I think having to rely on an archive makes this a lot less valuable. If I find something in 2033 and want to prove it existed in 2023, I think that's going to be much harder if I have to rely on the thing itself being archived in 2023, in an archive that still exists in 2033; compared to just relying on the thing being timestamped in 2023.

I also think if you're relying on the Internet Archive, the argument that this is urgent becomes weaker. (And honestly I didn't find it compelling to begin with, though not for legible reasons I could point at.) Consider three possibilities, for something that will be created in May 2023:

  1. We can prove it was created no later than May 2023.
  2. We can prove it was created no later than June 2023.
  3. We can prove it was created no later than June 2023; and that in June 2023, the Internet Archive claimed it was created no later than May 2023.

A one-month delay brings you from (1) to (2) if the IA isn't involved. But if they are, it brings you from (1) to (3). As long as you set it up before IA goes rogue, the cost of delay is lower.
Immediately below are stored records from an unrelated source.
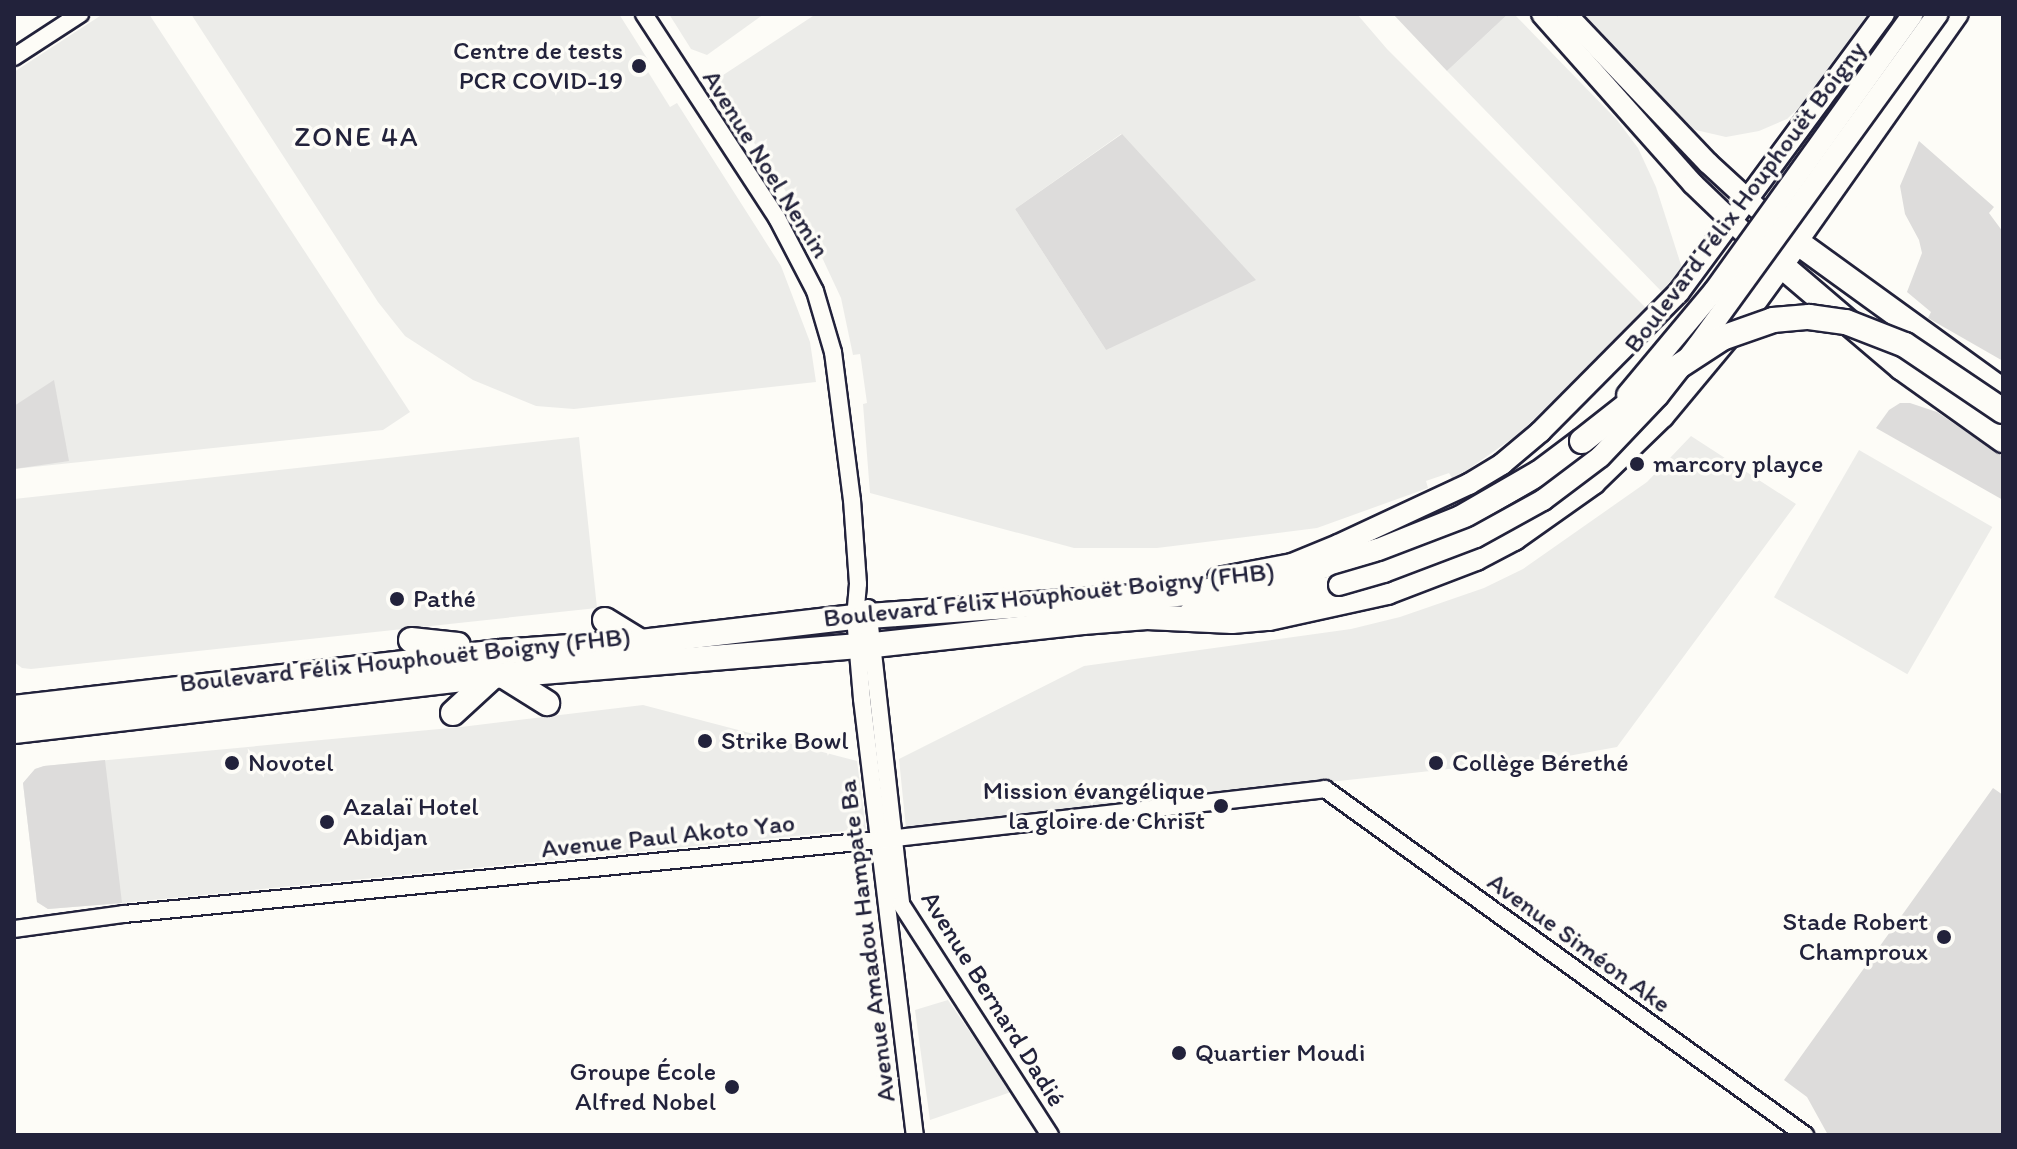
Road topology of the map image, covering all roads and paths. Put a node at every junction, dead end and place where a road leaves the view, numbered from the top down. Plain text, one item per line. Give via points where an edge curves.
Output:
1 (80, 14) edge
2 (644, 14) edge
3 (1542, 14) edge
4 (1566, 14) edge
5 (1884, 14) edge
6 (1913, 14) edge
7 (1938, 14) edge
8 (1958, 14) edge
9 (14, 57) edge
10 (1748, 200) junction
11 (1732, 222) junction
12 (1797, 242) junction
13 (1781, 265) junction
14 (2003, 391) edge
15 (2003, 411) edge
16 (2003, 440) edge
17 (1582, 441) junction
18 (1098, 597) junction
19 (863, 616) junction
20 (1147, 617) junction
21 (605, 620) dead end
22 (411, 640) dead end
23 (641, 642) junction
24 (866, 646) junction
25 (499, 668) junction
26 (547, 703) dead end
27 (14, 708) edge
28 (453, 713) dead end
29 (14, 731) edge
30 (1325, 789) joint
31 (886, 839) junction
32 (898, 887) joint
33 (14, 929) edge
34 (915, 1135) edge
35 (1050, 1135) edge
36 (1805, 1135) edge

1 - 9 street
2 - 19 street, Avenue Noel Nemin via 777,218 815,291 844,414
3 - 11 main road
4 - 10 main road
5 - 10 main road, Boulevard Félix Houphouët Boigny (FHB)
6 - 17 main road, Boulevard Félix Houphouët Boigny, bridge via 1697,313
7 - 20 main road, Boulevard Félix Houphouët Boigny (FHB), bridge via 1658,396 1608,449 1543,500 1476,537 1339,585
8 - 12 main road
10 - 11 main road, Boulevard Félix Houphouët Boigny (FHB)
10 - 12 main road
11 - 13 main road
11 - 18 main road, Boulevard Félix Houphouët Boigny (FHB) via 1679,292 1611,364 1540,432 1469,484 1292,564
12 - 13 highway
12 - 14 highway
13 - 16 highway via 1902,368
13 - 20 highway via 1662,415 1593,482 1548,517 1476,558 1387,592 1325,608 1232,621
15 - 17 highway, Boulevard Félix Houphouët Boigny (FHB), bridge via 1905,345 1846,322 1809,317 1773,320 1722,338
17 - 18 highway, Boulevard Félix Houphouët Boigny (FHB) via 1497,500 1379,551 1260,583
18 - 19 highway, Boulevard Félix Houphouët Boigny (FHB)
19 - 23 highway, Boulevard Félix Houphouët Boigny (FHB)
19 - 24 street, Avenue Noel Nemin
20 - 24 highway, Boulevard Félix Houphouët Boigny (FHB)
21 - 23 highway
22 - 25 highway
23 - 25 highway, Boulevard Félix Houphouët Boigny (FHB)
24 - 25 highway, Boulevard Félix Houphouët Boigny (FHB)
24 - 31 street, Avenue Amadou Hampate Ba
25 - 26 highway
25 - 27 highway, Boulevard Félix Houphouët Boigny (FHB)
25 - 28 highway
25 - 29 highway, Boulevard Félix Houphouët Boigny (FHB)
30 - 31 street, Avenue Paul Akoto Yao
30 - 36 street, Avenue Siméon Ake
31 - 32 street, Avenue Amadou Hampate Ba
31 - 33 street, Avenue Paul Akoto Yao
31 - 34 street, Avenue Amadou Hampate Ba
32 - 35 street, Avenue Bernard Dadié via 901,904 942,973

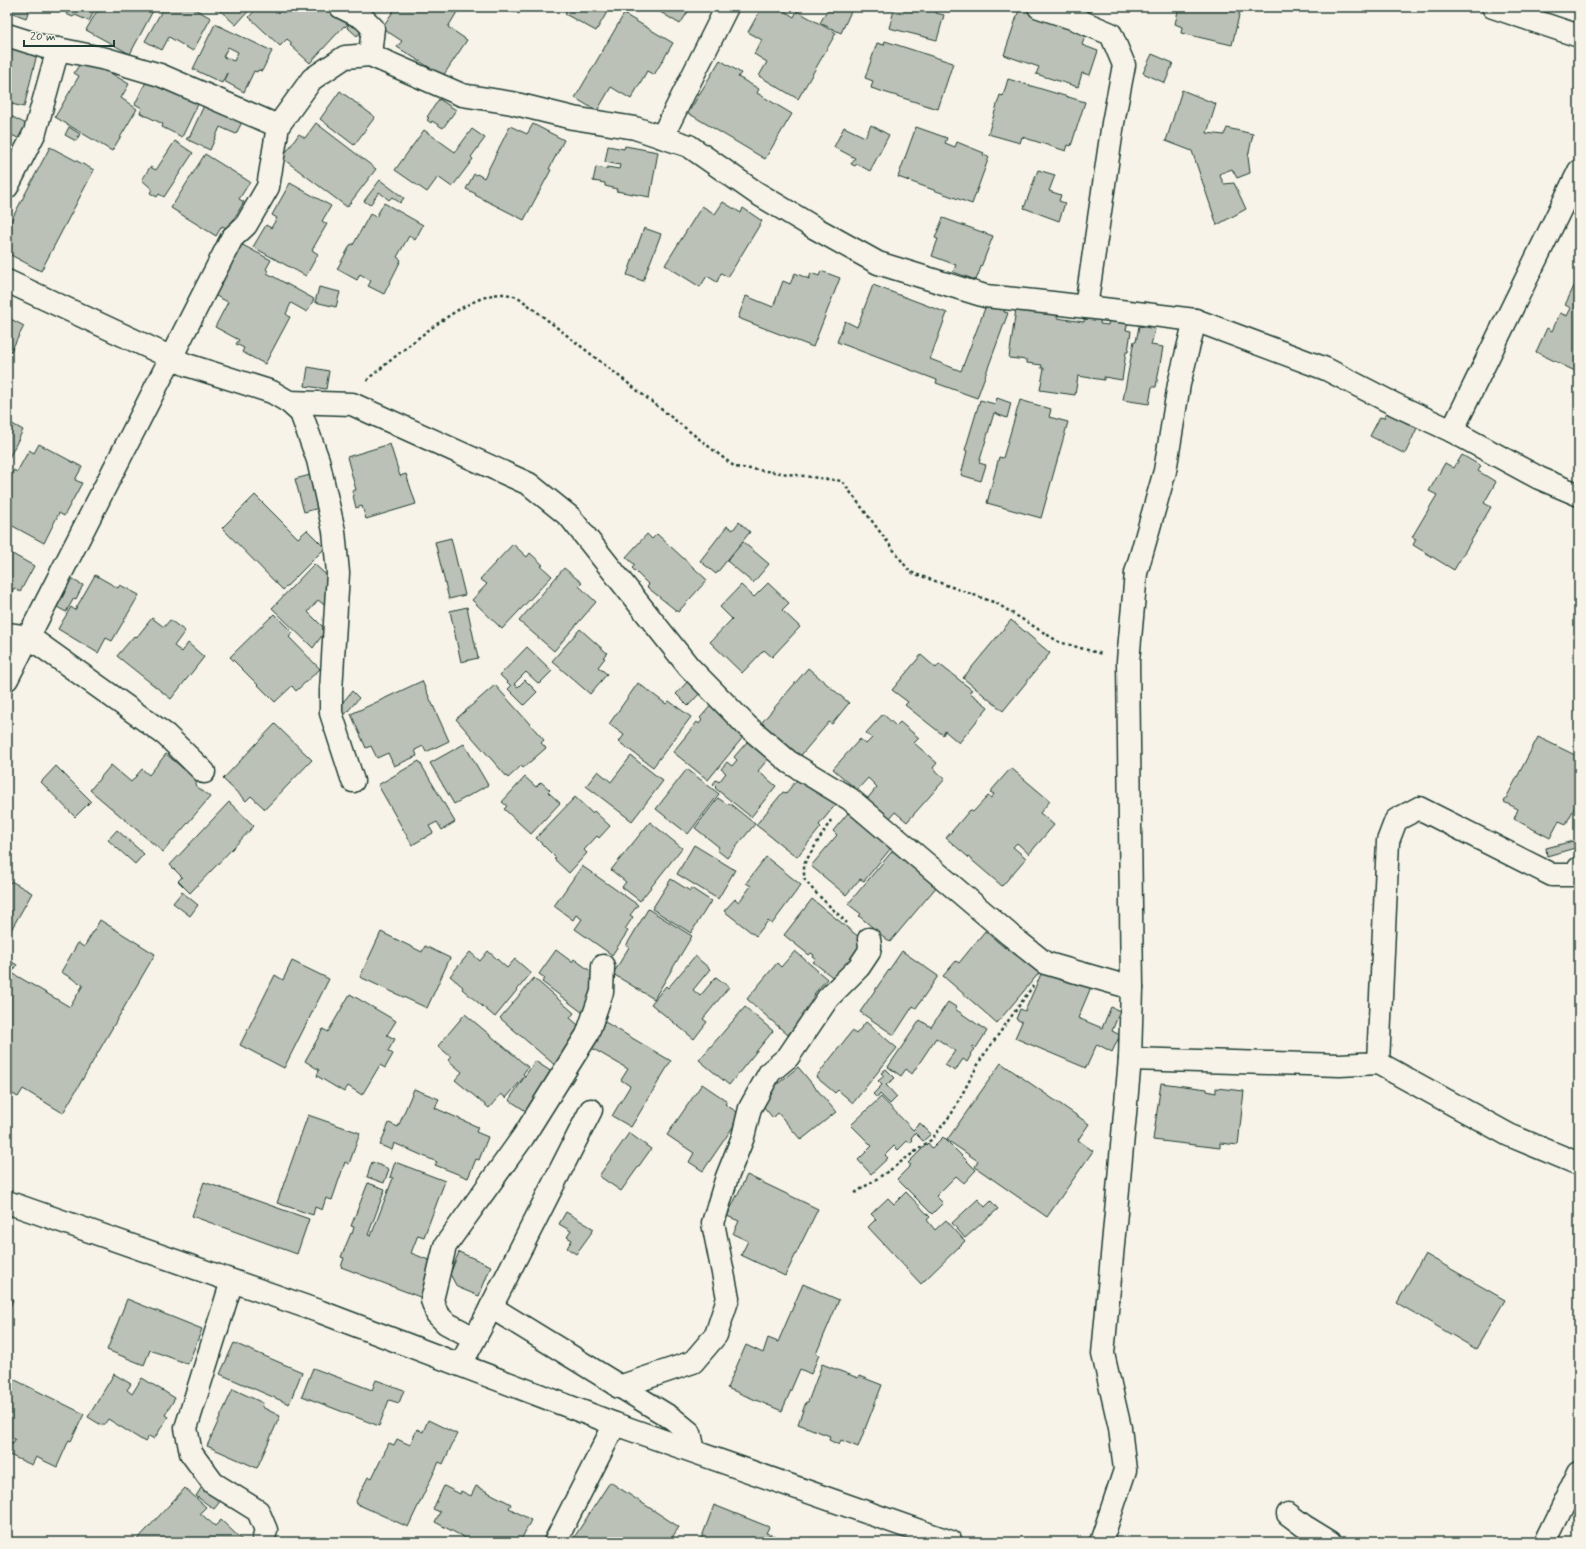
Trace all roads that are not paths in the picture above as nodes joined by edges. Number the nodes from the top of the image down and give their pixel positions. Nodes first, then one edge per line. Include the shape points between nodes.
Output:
1 (341, 7) edge
2 (727, 7) edge
3 (1039, 7) edge
4 (1493, 7) edge
5 (7, 35) edge
6 (1579, 36) edge
7 (58, 49) junction
8 (370, 54) junction
9 (278, 126) junction
10 (662, 137) junction
11 (1579, 171) edge
12 (7, 187) edge
13 (7, 281) edge
14 (1086, 307) junction
15 (1195, 320) junction
16 (170, 357) junction
17 (290, 402) junction
18 (1452, 431) junction
19 (1579, 495) edge
20 (7, 634) edge
21 (28, 637) junction
22 (7, 679) edge
23 (204, 772) dead end
24 (353, 781) dead end
25 (1578, 873) edge
26 (868, 939) road end
27 (603, 966) dead end
28 (1132, 988) junction
29 (1130, 1059) junction
30 (1378, 1063) junction
31 (592, 1110) dead end
32 (1579, 1164) edge
33 (7, 1202) edge
34 (232, 1281) junction
35 (491, 1307) junction
36 (474, 1338) junction
37 (461, 1364) junction
38 (619, 1386) junction
39 (616, 1424) junction
40 (694, 1451) junction
41 (1579, 1472) edge
42 (1288, 1514) dead end
43 (263, 1542) edge
44 (555, 1542) edge
45 (951, 1542) edge
46 (1101, 1542) edge
47 (1330, 1542) edge
48 (1545, 1542) edge

1 - 8 street via 363,18 373,28
2 - 10 street
3 - 14 street via 1111,34 1124,65
4 - 6 street
5 - 7 street
7 - 9 street via 106,59 160,75
7 - 12 street via 35,132
8 - 9 street via 345,58 312,79
8 - 10 street via 462,95 636,128
9 - 16 street via 268,187 246,225 232,238
10 - 14 street via 689,146 755,192 878,263 985,296
11 - 18 street
13 - 16 street
14 - 15 street
15 - 18 street via 1326,369
15 - 28 street via 1179,384 1165,471 1136,573 1128,661
16 - 17 street via 187,365 272,392
16 - 21 street
17 - 24 street via 304,421 318,460 334,531 338,573 331,713
17 - 28 street via 352,404 528,484 570,518 689,667 748,726 790,762 850,799 1045,963
18 - 19 street via 1539,478
20 - 21 street
21 - 22 street
21 - 23 street via 166,735
25 - 30 street via 1552,875 1419,808 1396,820 1388,841
26 - 38 street via 869,952 859,967 828,998 788,1057 770,1072 750,1108 743,1137 713,1223 728,1298 716,1335 693,1362
27 - 36 street via 602,992 587,1035 523,1137 445,1246 432,1300 437,1314
28 - 29 street
29 - 30 street via 1340,1065
29 - 46 street via 1103,1354 1120,1428 1125,1470
30 - 32 street via 1509,1135
31 - 35 street
33 - 34 street
34 - 37 street
34 - 43 street via 186,1428 191,1453 213,1483 258,1511 266,1530
35 - 36 street
35 - 38 street
36 - 37 street
37 - 39 street
38 - 40 street via 673,1419 690,1433
39 - 40 street
39 - 44 street
40 - 45 street
41 - 48 street
42 - 47 street

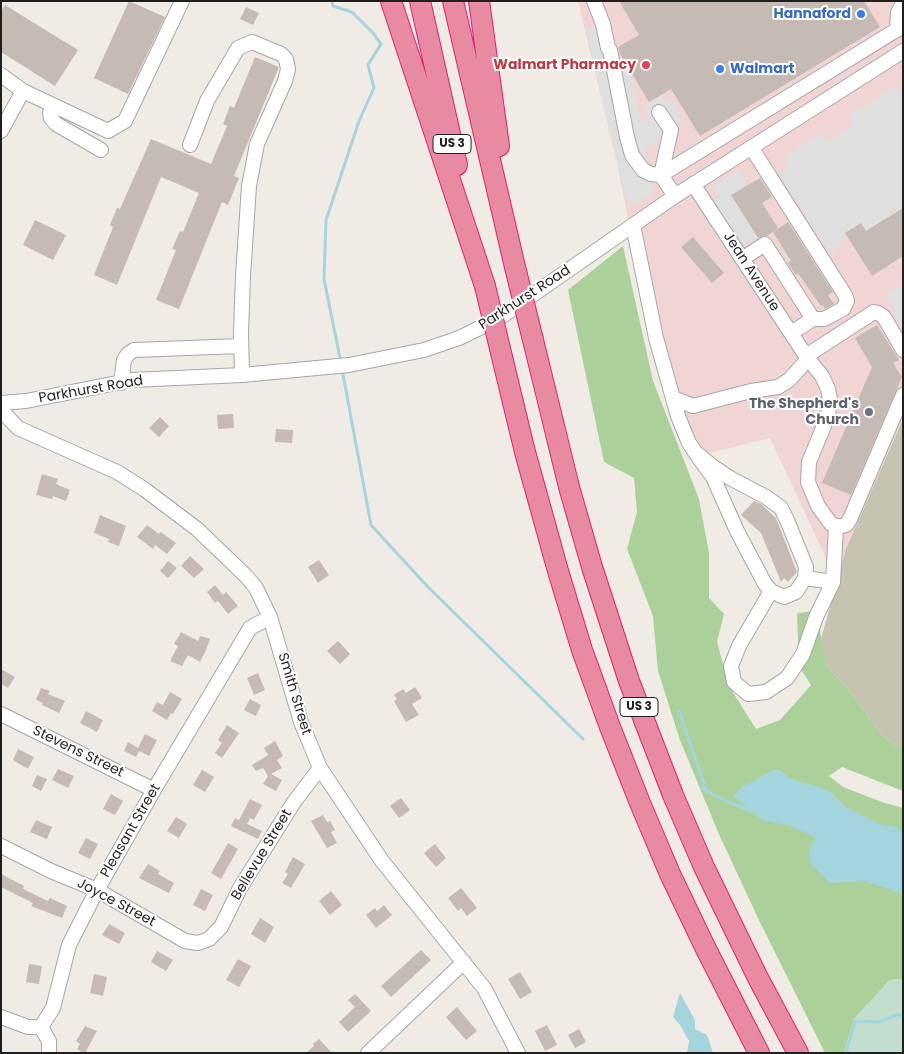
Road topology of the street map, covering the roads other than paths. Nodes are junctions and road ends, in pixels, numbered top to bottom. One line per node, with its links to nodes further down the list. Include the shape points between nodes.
1 (182, 1): 12 (street, via 125,121 108,131)
2 (391, 1): 24 (highway)
3 (420, 1): 24 (highway, US 3)
4 (453, 1): 23 (highway, US 3)
5 (479, 1): 23 (highway)
6 (594, 1): 18 (street, via 610,50 632,155 643,170)
7 (903, 3): 8 (street)
8 (896, 31): 9 (street); 18 (street)
9 (901, 53): 16 (street, Parkhurst Road)
10 (1, 75): 11 (street)
11 (23, 91): 12 (street); 14 (street)
12 (53, 105): 17 (street, via 50,112 56,124)
13 (659, 112): 18 (street, via 671,130)
14 (1, 131)
15 (190, 145): 27 (street, via 207,101 238,48 252,42 286,59 285,80 257,144 249,186)
16 (751, 147): 19 (street, Parkhurst Road); 25 (street, via 845,295 847,302 843,309 824,319)
17 (101, 150)
18 (661, 175): 20 (street)
19 (693, 184): 20 (street, Parkhurst Road); 22 (street, Jean Avenue)
20 (674, 196): 21 (street, Parkhurst Road)
21 (633, 225): 30 (street, Parkhurst Road, via 498,319 448,342 348,365); 33 (street, via 652,322)
22 (742, 259): 25 (street, via 765,244); 26 (street, Jean Avenue)
23 (515, 267): 55 (highway, US 3, bridge, via 580,527 644,720 715,890)
24 (485, 286): 54 (highway, US 3, bridge, via 525,452 582,650 670,874)
25 (813, 319): 26 (street)
26 (791, 333): 29 (street, Jean Avenue)
27 (241, 346): 30 (street); 31 (street, via 134,350 124,360)
28 (903, 350): 29 (street, via 884,317 874,312)
29 (807, 358): 33 (street, via 789,380 778,387 693,406); 37 (street, Jean Avenue, via 822,376 830,399 828,416 808,462 808,482 822,513)
30 (242, 375): 31 (street, Parkhurst Road)
31 (121, 382): 34 (street, Parkhurst Road)
32 (903, 395): 37 (street, via 850,519 846,525)
33 (672, 398): 36 (street)
34 (1, 403)
35 (1, 410): 41 (street, Smith Street, via 18,428 117,472 165,504 197,529 246,576)
36 (695, 452): 38 (street, via 718,470 766,496 781,508 804,562); 40 (street, via 713,477)
37 (836, 526): 39 (street)
38 (805, 578): 39 (street); 40 (street, via 790,596)
39 (834, 582): 40 (street, via 816,617 803,654 787,678 766,692 748,694 734,682 730,666)
40 (771, 591)
41 (270, 617): 43 (street, Smith Street, via 301,722); 44 (street, Pleasant Street, via 250,628)
42 (1, 714): 44 (street, Stevens Street)
43 (320, 768): 47 (street, Bellevue Street, via 294,802 240,888 221,927); 48 (street, Smith Street, via 382,861)
44 (154, 790): 46 (street, Pleasant Street)
45 (1, 846): 46 (street, Joyce Street)
46 (97, 890): 47 (street, Joyce Street, via 185,941 198,943); 50 (street, Pleasant Street, via 69,945 53,1008)
47 (205, 940)
48 (464, 962): 52 (street); 53 (street, Smith Street, via 484,988)
49 (1, 1017): 50 (street, via 28,1027)
50 (41, 1027): 51 (street, via 49,1041)
51 (49, 1053)
52 (368, 1053)
53 (518, 1053)
54 (759, 1053)
55 (798, 1053)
If I find something in 2033 and want to prove it existed in 2023, I think that's going to be much harder if I have to rely on the thing itself being archived in 2023, in an archive that still exists in 2033; compared to just relying on the thing being timestamped in 2023.

Yeah, I think this is an unfortunate technical necessity, but only in the case where the thing you find in 2033 has been changed (in an irrelevant way). If you find something in 2033 that was actually timestamped in 2023, you don't need access to an archived version, since it's identical to what you already have.

I also think if you're relying on the Internet Archive, the argument that this is urgent becomes weaker ... As long as you set it up before IA goes rogue, the cost of delay is lower.

This is fair criticism. IA does in fact timestamp content and has for a good while, just not trustlessly (at least not intentionally AFAIK). So, to the extent (in jurisdiction and time) that people in general can trust IA, including their intentions, competence, technology and government, perhaps the value really is marginal at the present time.

Perhaps I will slightly decrease my belief about the urgency, although I remain convinced this is worth doing. I see the value as mostly long-term, and IA's claims for what content was created when, is itself a treasure of arguably reliable recordkeeping worth protecting by timestamping.